The Recombinant DNA Advisory Committee (RAC) met yesterday in special meeting after NIH director Bernadine Healy bypassed the normal review process to allow the use of an experimental gene therapy on a 51-year-old brain cancer patient.

Her decision last month to personally intervene and approve use of the experimental treatment touched off a controversy in the scientific community over who should be permitted to receive the treatment and when the treatment should be given.

The case involved the first time that a gene therapy experiment had been tried on a patient without prior approval of the RAC.

RAC members were highly critical of Dr. Healy's decision in the specific case, saying in written and public statements that they were skeptical about the scientific basis for the experiment. They also expressed concern that political influence by Sen. Tom Harkin might have played a role in getting the woman the therapy. The Iowa Democrat chairs the subcommittee that oversees the NIH budget. A number of RAC members said they would not have approved the experiment.

"This is an unproven procedure that stands almost no chance of working," wrote RAC member Moselio Schaechter, chairman of the Tufts University Department of Molecular Biology and Microbiology. He said he was concerned about public safety, though not in this case.

"There is a remote possibility that viruses used to engineer the cells injected into the patient may cause damage, notably cancers, in members of the community," he wrote. Dr. Schaechter said at the meeting that his wife of 34 years had died of brain cancer four years ago.

RAC members said at yesterday's meeting at the NIH in Bethesda that they did not want to create false expectations in patients and treat them as guinea pigs. There is no documented case in which gene therapy has cured a patient of cancer or any other illness.

"We are dealing with something still in its infancy," said 'u Alexander Capron, a professor at the University of Southern California Law Center in Los Angeles. "There are considerations about not leading to false expections and having patients

become human subjects in something that is too preliminary."

Dr. Healy firmly defended her stand, saying that people could take issue with whatever decision she had made in the case.

"Today, I stand by that decision. First and foremost, the decision was a compassionate response to the request of a dying patient," Dr. Healy said. But she urged the committee to come up with a policy to expedite such cases in the future.

The San Diego doctors treating the patient chastised RAC members yesterday for some of their positions and said they found the comments "abhorrent."

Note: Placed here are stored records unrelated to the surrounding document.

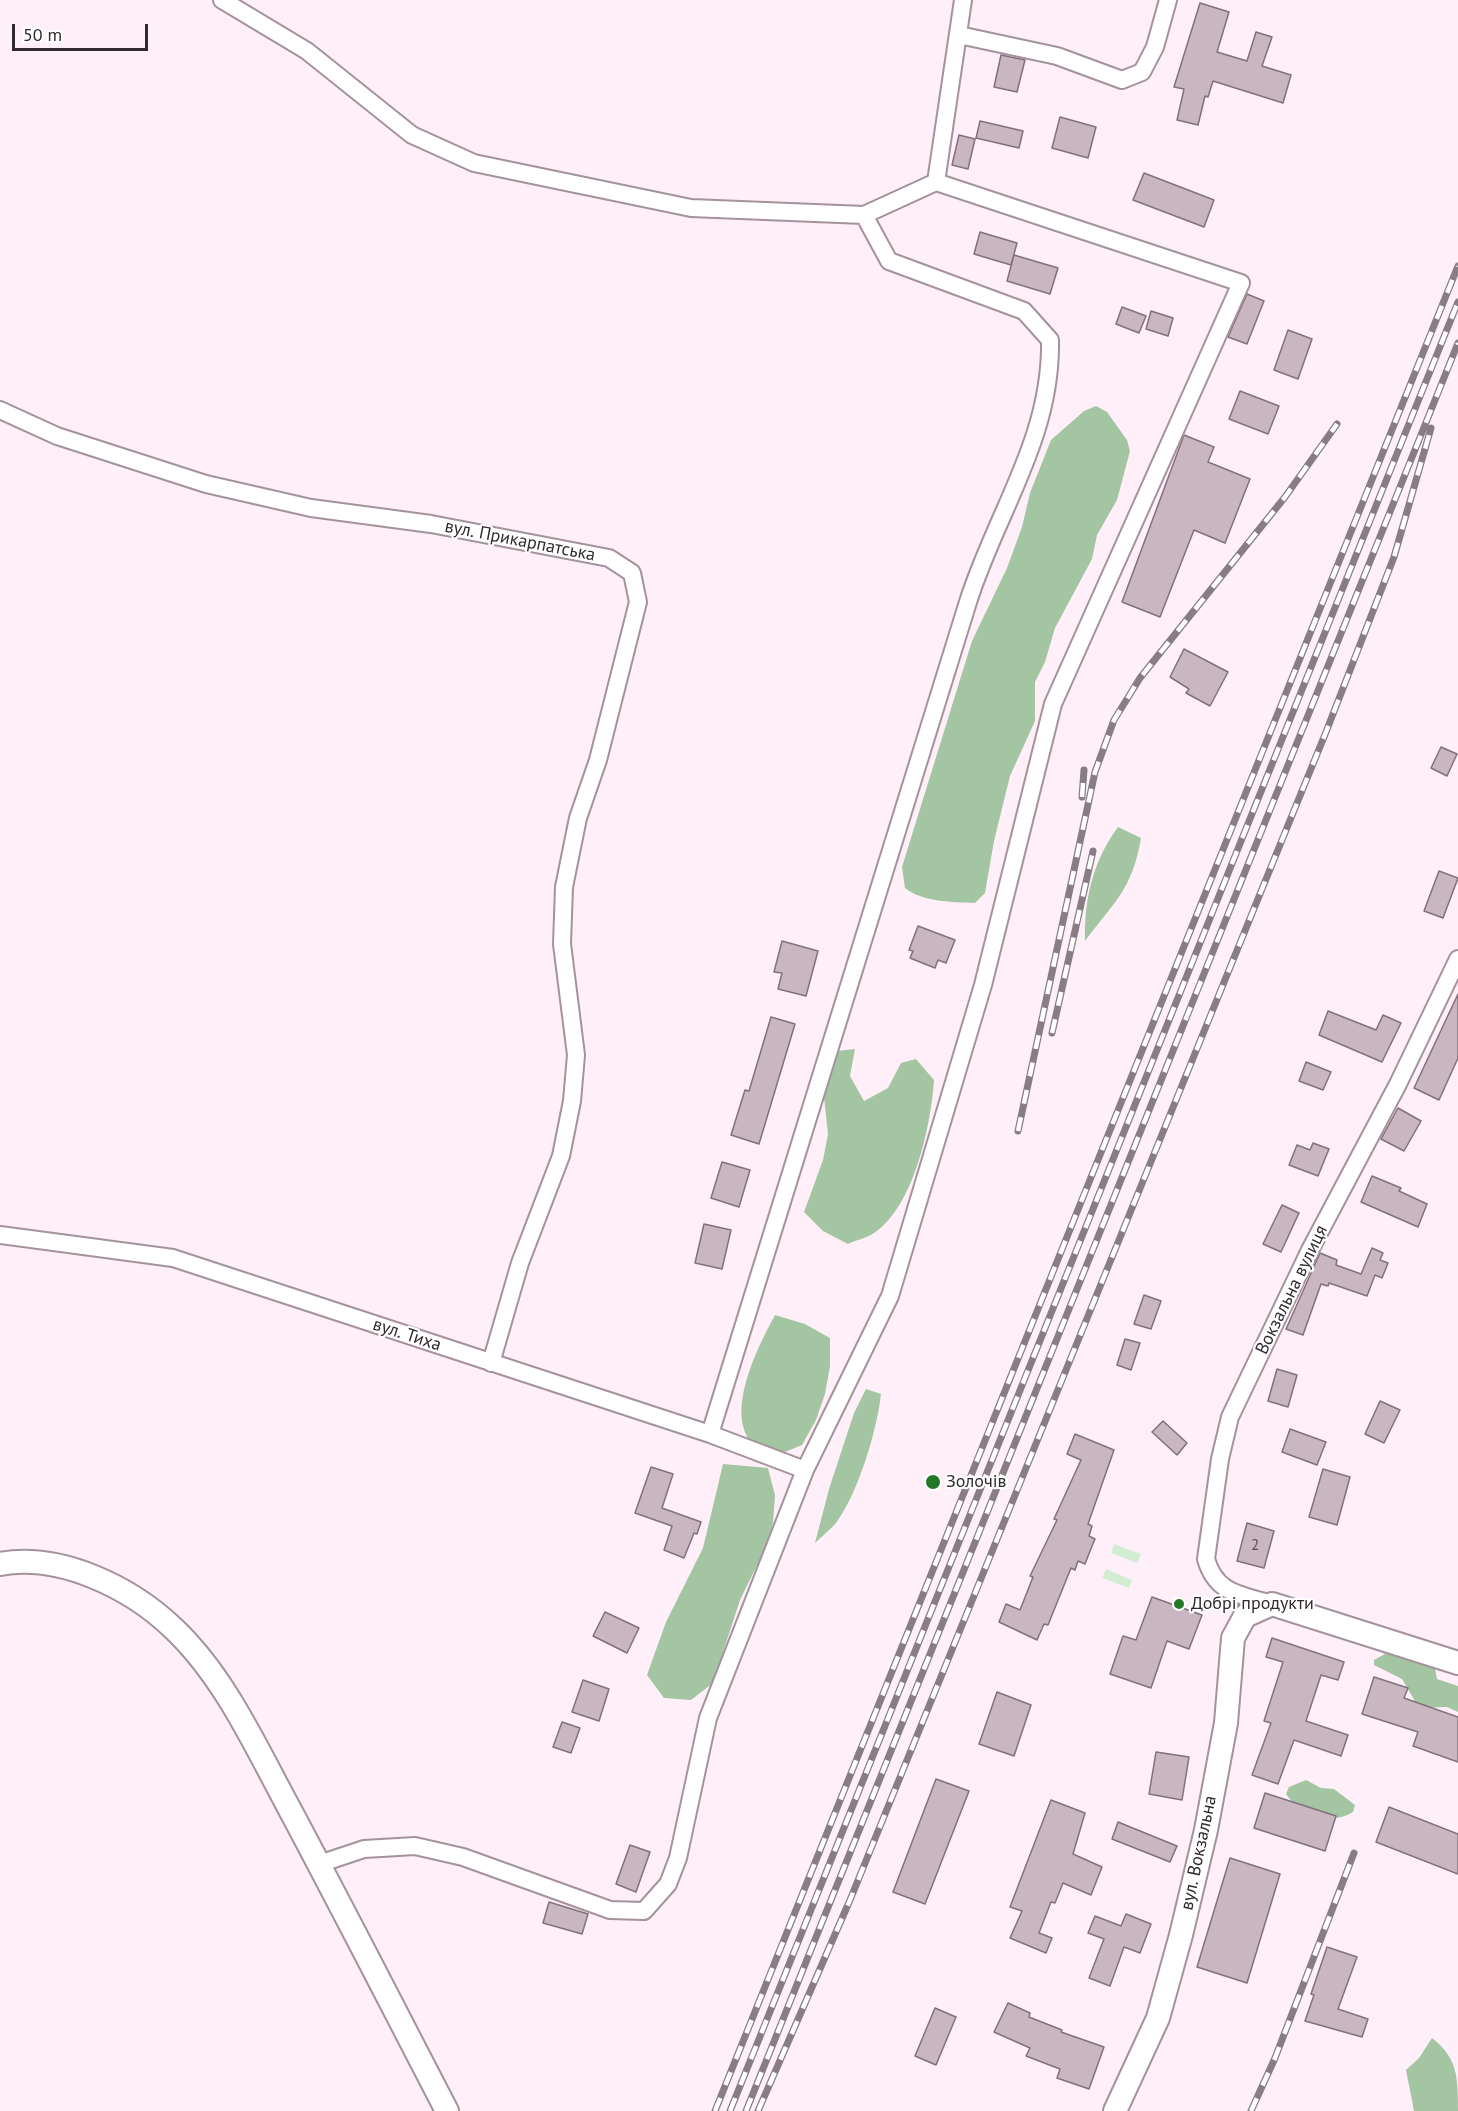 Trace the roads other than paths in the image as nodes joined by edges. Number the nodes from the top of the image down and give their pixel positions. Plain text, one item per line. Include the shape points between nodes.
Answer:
1 (222, 0) edge
2 (963, 0) edge
3 (1168, 0) edge
4 (958, 35) junction
5 (936, 182) junction
6 (864, 215) junction
7 (0, 410) edge
8 (1458, 959) edge
9 (0, 1235) edge
10 (491, 1363) junction
11 (710, 1434) junction
12 (805, 1470) junction
13 (0, 1564) edge
14 (1272, 1604) junction
15 (1458, 1663) edge
16 (319, 1864) junction
17 (447, 2111) edge
18 (1115, 2111) edge

1 - 6 street via 307,51 412,135 474,164 691,208
2 - 4 street
3 - 4 street via 1155,47 1142,72 1122,80 1057,57
4 - 5 street
5 - 6 street
5 - 12 street via 1241,283 1053,704 983,985 912,1230 890,1296
6 - 11 street via 889,261 1024,312 1050,340 1050,371 1045,407 974,584
7 - 10 street, вул. Прикарпатська via 57,436 206,484 311,507 431,524 609,558 632,573 638,602 598,760 578,818 564,887 562,944 576,1055 572,1101 561,1156 520,1263
8 - 14 street, Вокзальна вулиця via 1230,1417 1206,1559 1210,1575 1220,1585
9 - 10 street, вул. Тиха via 173,1258
10 - 11 street, вул. Тиха
11 - 12 street, вул. Тиха
12 - 16 street via 708,1718 669,1884 644,1911 610,1910 463,1857 415,1846 364,1849
13 - 16 street via 35,1562 66,1568 132,1596 173,1628 222,1688
14 - 15 street
14 - 18 street, вул. Вокзальна via 1245,1616 1233,1638 1226,1723 1181,1935 1158,2018
16 - 17 street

The brain cancer patient's husband, who came from California to be at the meeting, made a passionate request that the committee set up a mechanism that allowed it to act quickly on applications for treatment by dying patients.

BHe detailed his wife's year-long struggle with brain cancer, which included radiation, chemotherapy and an experimental antibody treatment as well as two surgeries, one which removed a large portion of her brain.

He said he had talked to doctors in four other countries, contacted 30 cancer centers in the United States, studied brain cancer and gene therapy for more than a thousand hours and had spent $18,000 of his own money on treatment.

But he had difficulty getting access to the NIH, he said. "I had spent years working for my government but I am going to be damned if I am going let my government kill my wife," he said, his voice cracking with emotion. The RAC did not disclose the man's identity.

After Dr. Healy's approval, the woman was treated Jan. 4 at a San Diego hospital with genetically engineered cells that are aimed at getting her immune system to produce cells that combat cancer. Her doctors say it is too early to tell if the treatment is working.

The policy statement approved by a vote of 9-to-3 by the RAC is only a recommendation to Dr. Healy.

It calls for her to strongly encourage researchers who apply to treat even one patient to go through the RAC just as if they were applying to treat a dozen.

But because the committee meets only four or five times a year, there might be cases when the patient could die waiting for RAC approval. In that case, the RAC said, Dr. Healy should make the decision herself.

But they urged her to supply RAC members with all scientific information to support the application, to seek their advice before making a decision and to report back to them. In this case, the RAC members felt they had not been given enough information about the treatment.